I really think that happened for me! My motto now is “I’ll try anything once.” That attitude has served me well so far. In so many third-world countries, food is far more than food. It is the people’s way of showing hospitality. To refuse the food they prepare would be to refuse their generosity. And when they can barely afford to cook and eat themselves, it means even more to offer their precious food to a guest. That really puts food into perspective for me!

Thursday, September 12, 2013


Pa kite bourik pou bat makout.
“Don’t miss the donkey and beat the saddlebag.” Don’t blame the wrong one.

Livestock is seemingly everywhere in rural Haiti. Donkeys are a common means of transportation and cargo-carrying in third world countries. The donkey pictured in the photo above was tied in the lot beside the mission house we stayed at in Haiti. A few of the guys named her Maurice, and she was unfortunately on the receiving end of many team jokes. But she may have deserved them to some degree; you see, Maurice seemed to think that braying as loud as she possibly could at 5 a.m. was a great way to introduce herself to the team. We did not agree.

Thursday, September 5, 2013

Fundraising Update!

As I enter into a new phase of life (post-high school), I have had to reevaluate a lot of things. One of those has been this blog. I am hoping to start a new blog to specifically chronicle the things I am doing to prepare for life, outside of the traditional college realm. I am still raising funds for Hope Hill, and intend to meet my goal of $70,000, through God’s strength.

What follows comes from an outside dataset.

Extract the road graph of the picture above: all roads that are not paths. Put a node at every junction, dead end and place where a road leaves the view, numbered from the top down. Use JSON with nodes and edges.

Beginning next week, I will be posting on the Hope Hill blog once a week. The posts will vary, sometimes being an update, other times a Haitian proverb, or pictures another time. My goal is to keep my faithful readers up-to-date on the progress in Haiti, while still giving myself a bit more time to focus on other things.

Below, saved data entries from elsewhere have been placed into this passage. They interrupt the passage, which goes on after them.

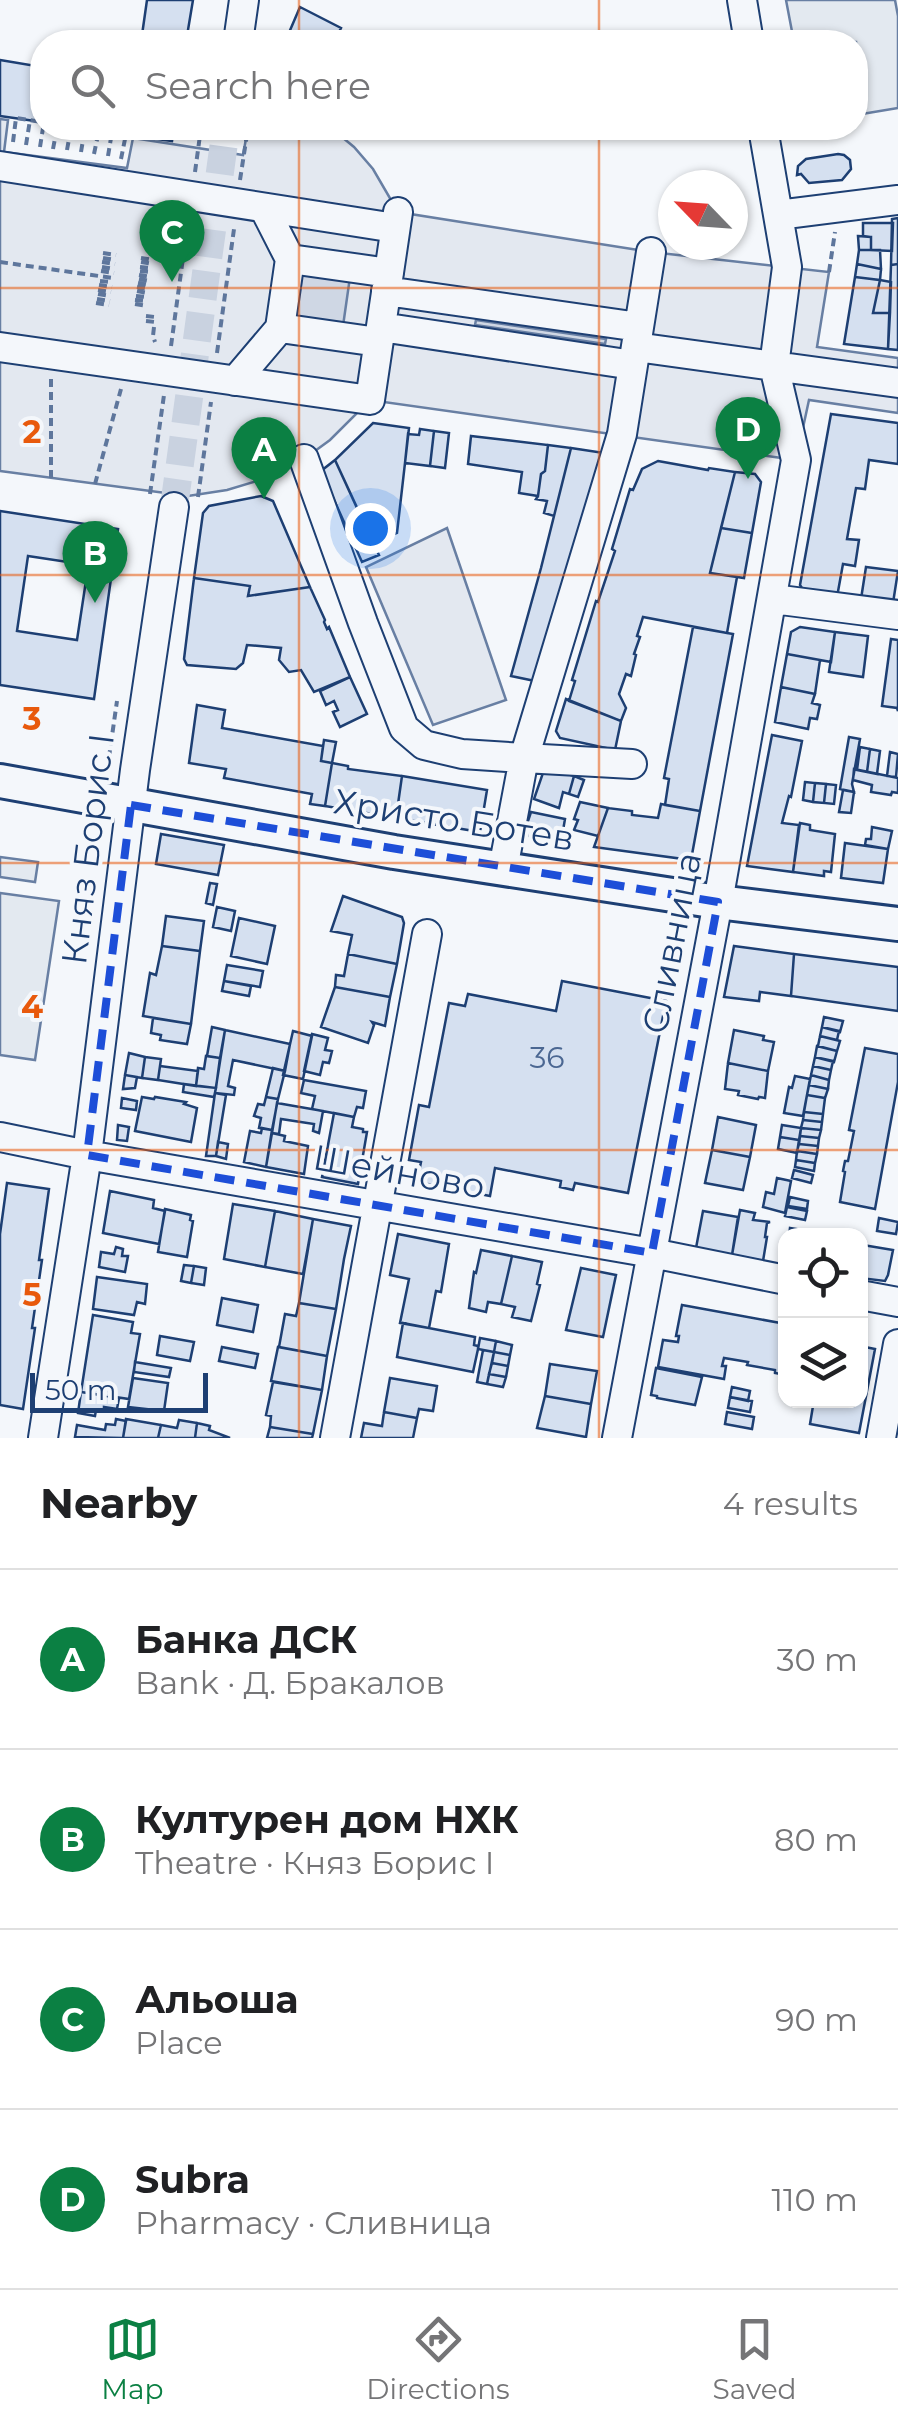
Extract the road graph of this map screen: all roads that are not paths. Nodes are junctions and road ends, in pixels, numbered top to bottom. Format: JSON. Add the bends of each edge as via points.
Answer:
{"nodes":[{"id":1,"x":244,"y":0,"type":"edge"},
{"id":2,"x":742,"y":0,"type":"edge"},
{"id":3,"x":240,"y":30,"type":"edge"},
{"id":4,"x":747,"y":30,"type":"edge"},
{"id":5,"x":765,"y":140,"type":"edge"},
{"id":6,"x":12,"y":158,"type":"edge"},
{"id":7,"x":898,"y":200,"type":"edge"},
{"id":8,"x":776,"y":205,"type":"junction"},
{"id":9,"x":251,"y":206,"type":"junction"},
{"id":10,"x":651,"y":252,"type":"dead end"},
{"id":11,"x":290,"y":258,"type":"junction"},
{"id":12,"x":387,"y":282,"type":"junction"},
{"id":13,"x":280,"y":328,"type":"junction"},
{"id":14,"x":380,"y":334,"type":"junction"},
{"id":15,"x":636,"y":346,"type":"junction"},
{"id":16,"x":0,"y":347,"type":"edge"},
{"id":17,"x":774,"y":366,"type":"junction"},
{"id":18,"x":224,"y":379,"type":"junction"},
{"id":19,"x":898,"y":383,"type":"edge"},
{"id":20,"x":304,"y":459,"type":"dead end"},
{"id":21,"x":174,"y":498,"type":"tunnel mouth"},
{"id":22,"x":773,"y":599,"type":"junction"},
{"id":23,"x":898,"y":614,"type":"edge"},
{"id":24,"x":524,"y":758,"type":"junction"},
{"id":25,"x":632,"y":764,"type":"dead end"},
{"id":26,"x":0,"y":781,"type":"edge"},
{"id":27,"x":132,"y":805,"type":"junction"},
{"id":28,"x":503,"y":869,"type":"junction"},
{"id":29,"x":718,"y":902,"type":"junction"},
{"id":30,"x":898,"y":924,"type":"edge"},
{"id":31,"x":427,"y":934,"type":"dead end"},
{"id":32,"x":0,"y":1137,"type":"edge"},
{"id":33,"x":86,"y":1155,"type":"junction"},
{"id":34,"x":377,"y":1206,"type":"junction"},
{"id":35,"x":652,"y":1253,"type":"junction"},
{"id":36,"x":778,"y":1278,"type":"edge"},
{"id":37,"x":868,"y":1296,"type":"edge"},
{"id":38,"x":898,"y":1302,"type":"edge"},
{"id":39,"x":898,"y":1344,"type":"edge"},
{"id":40,"x":43,"y":1438,"type":"edge"},
{"id":41,"x":334,"y":1438,"type":"edge"},
{"id":42,"x":617,"y":1438,"type":"edge"},
{"id":43,"x":880,"y":1438,"type":"edge"}],
"edges":[{"from":1,"to":3,"type":"street"},
{"from":2,"to":4,"type":"street"},
{"from":5,"to":8,"type":"street"},
{"from":6,"to":9,"type":"street"},
{"from":7,"to":8,"type":"street"},
{"from":8,"to":17,"type":"street","via":[[787,267]]},
{"from":9,"to":11,"type":"street"},
{"from":9,"to":12,"type":"street","via":[[396,220]]},
{"from":10,"to":15,"type":"street"},
{"from":11,"to":12,"type":"street"},
{"from":11,"to":13,"type":"street"},
{"from":12,"to":14,"type":"street"},
{"from":12,"to":15,"type":"street"},
{"from":13,"to":14,"type":"street"},
{"from":13,"to":18,"type":"street"},
{"from":14,"to":15,"type":"street"},
{"from":14,"to":18,"type":"street","via":[[370,400]]},
{"from":15,"to":17,"type":"street"},
{"from":15,"to":24,"type":"street","via":[[622,434]]},
{"from":16,"to":18,"type":"street"},
{"from":17,"to":19,"type":"street"},
{"from":17,"to":22,"type":"street","name":"Сливница","via":[[796,460]]},
{"from":20,"to":24,"type":"street","via":[[404,728],[443,750]]},
{"from":21,"to":27,"type":"street","name":"Княз Борис I"},
{"from":22,"to":23,"type":"street"},
{"from":22,"to":29,"type":"street","name":"Сливница"},
{"from":24,"to":25,"type":"street"},
{"from":24,"to":28,"type":"street"},
{"from":26,"to":27,"type":"main road","name":"Христо Ботев"},
{"from":27,"to":28,"type":"main road","name":"Христо Ботев"},
{"from":27,"to":33,"type":"street","name":"Княз Борис I"},
{"from":28,"to":29,"type":"main road","name":"Христо Ботев"},
{"from":29,"to":30,"type":"main road","name":"Христо Ботев"},
{"from":29,"to":35,"type":"street","name":"Сливница"},
{"from":31,"to":34,"type":"street"},
{"from":32,"to":33,"type":"street","name":"Шейново"},
{"from":33,"to":34,"type":"street","name":"Шейново"},
{"from":33,"to":40,"type":"street","name":"Княз Борис I"},
{"from":34,"to":35,"type":"street","name":"Шейново"},
{"from":34,"to":41,"type":"street"},
{"from":35,"to":36,"type":"street","name":"Шейново"},
{"from":35,"to":42,"type":"street","name":"Сливница"},
{"from":37,"to":38,"type":"street"},
{"from":39,"to":43,"type":"street"}]}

Today, I am excited to announce a big jump in funds. For my high school graduation party, I asked guests to give towards Hope Hill in lieu of .gifts. As a result, over $2,500 was raised for the project!! That means our new total is $17,909! God is so good!

Monday, September 2, 2013

Guatemala Update

I can hardly believe the summer flew by so quickly! Anticipation has a way of moving time along. School is starting and the mission trip to Guatemala is already a month behind me . . .

While the time speeds on, the memories remain crisp and clear in my mind. Long eyelashes framing the brown eyes looking up at me. The shouts of school-children cheering on their classmates in a soccer match. Little arms wrapped around my neck in an embrace. Spanish and English words mixed together in worship of the King.

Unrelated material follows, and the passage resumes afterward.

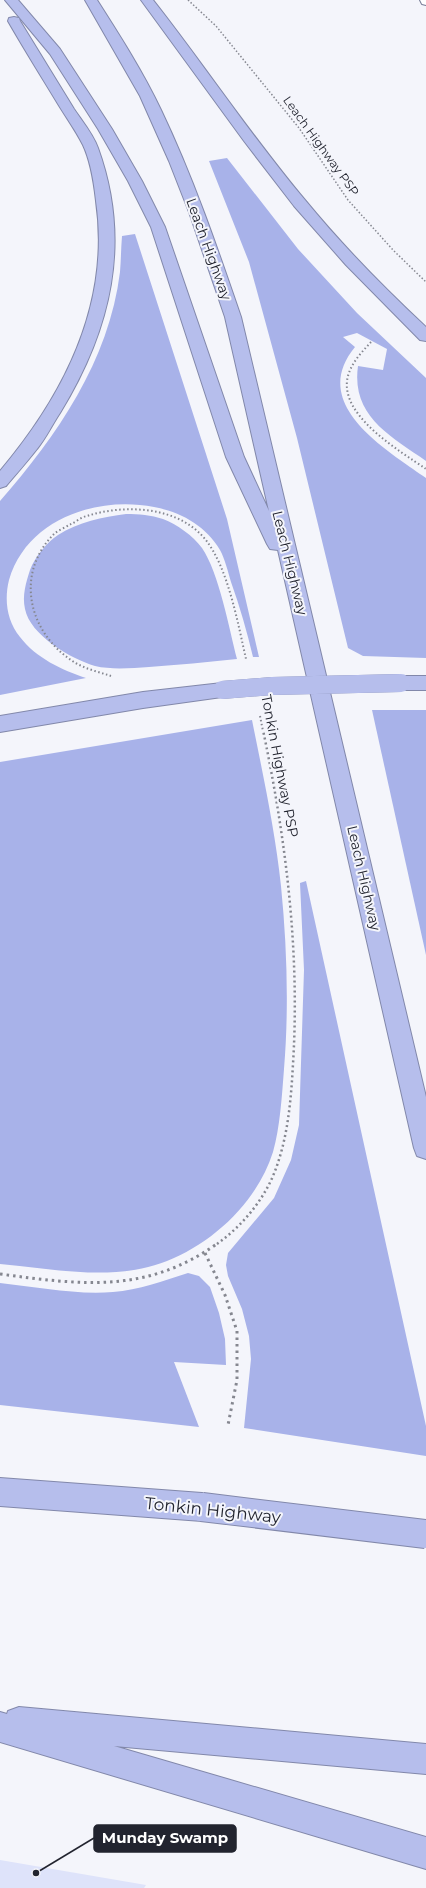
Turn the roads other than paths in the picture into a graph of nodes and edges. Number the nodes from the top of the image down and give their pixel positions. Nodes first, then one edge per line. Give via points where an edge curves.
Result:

The primary purpose of our trip was to build the relationship between our church and student ministry and Pastor A and Fellowship Guatemala. We also built a relationship with Pastor D, the founder and president of Fellowship Guatemala.

When we arrived Sunday, we had the opportunity to participate in a worship service at a new church plant Pastor D has started. Monday through Thursday, we served alongside Pastor A at a public elementary school. We conducted a sports camp for the kids, and did devotions with them. Each afternoon was spent at the Opportunity Center started by Pastor A, where 35-40 students go to learn English though Rosetta Stone. One evening was spent at a small orphanage, where we interacted with a dozen children. Our week concluded with a day in Antigua, where we enjoyed sweet fellowship with our new Guatemalan friends.

The trip was not what I expected. God so clearly sent us there rather than Haiti, and I was expecting another “light bulb moment” like I had in Haiti. I came away from the trip with more questions than answers. But I serve a God who knows all the answers. The following quote from Corrie Ten Boom has been on my mind through all of this: “Never be afraid to trust an unknown future to a known God.”

I trust that in His timing, He will reveal the reasons behind this trip. In the meanwhile, I am prayerfully considering a return trip next summer, and possibly an internship. Pastor D’s family will be coming to visit the States in October, and I look forward to introducing them to the rest of my family. J

The work in Haiti continues, and I remain committed to seeing the orphanage built. I will take just one day at a time, and continue to follow wherever God leads, through every door He opens.

THANK YOU for your faithful support and prayers! You are enabling me to fulfill the calling God has placed on my life: the call to share the good news of Jesus Christ with the nations!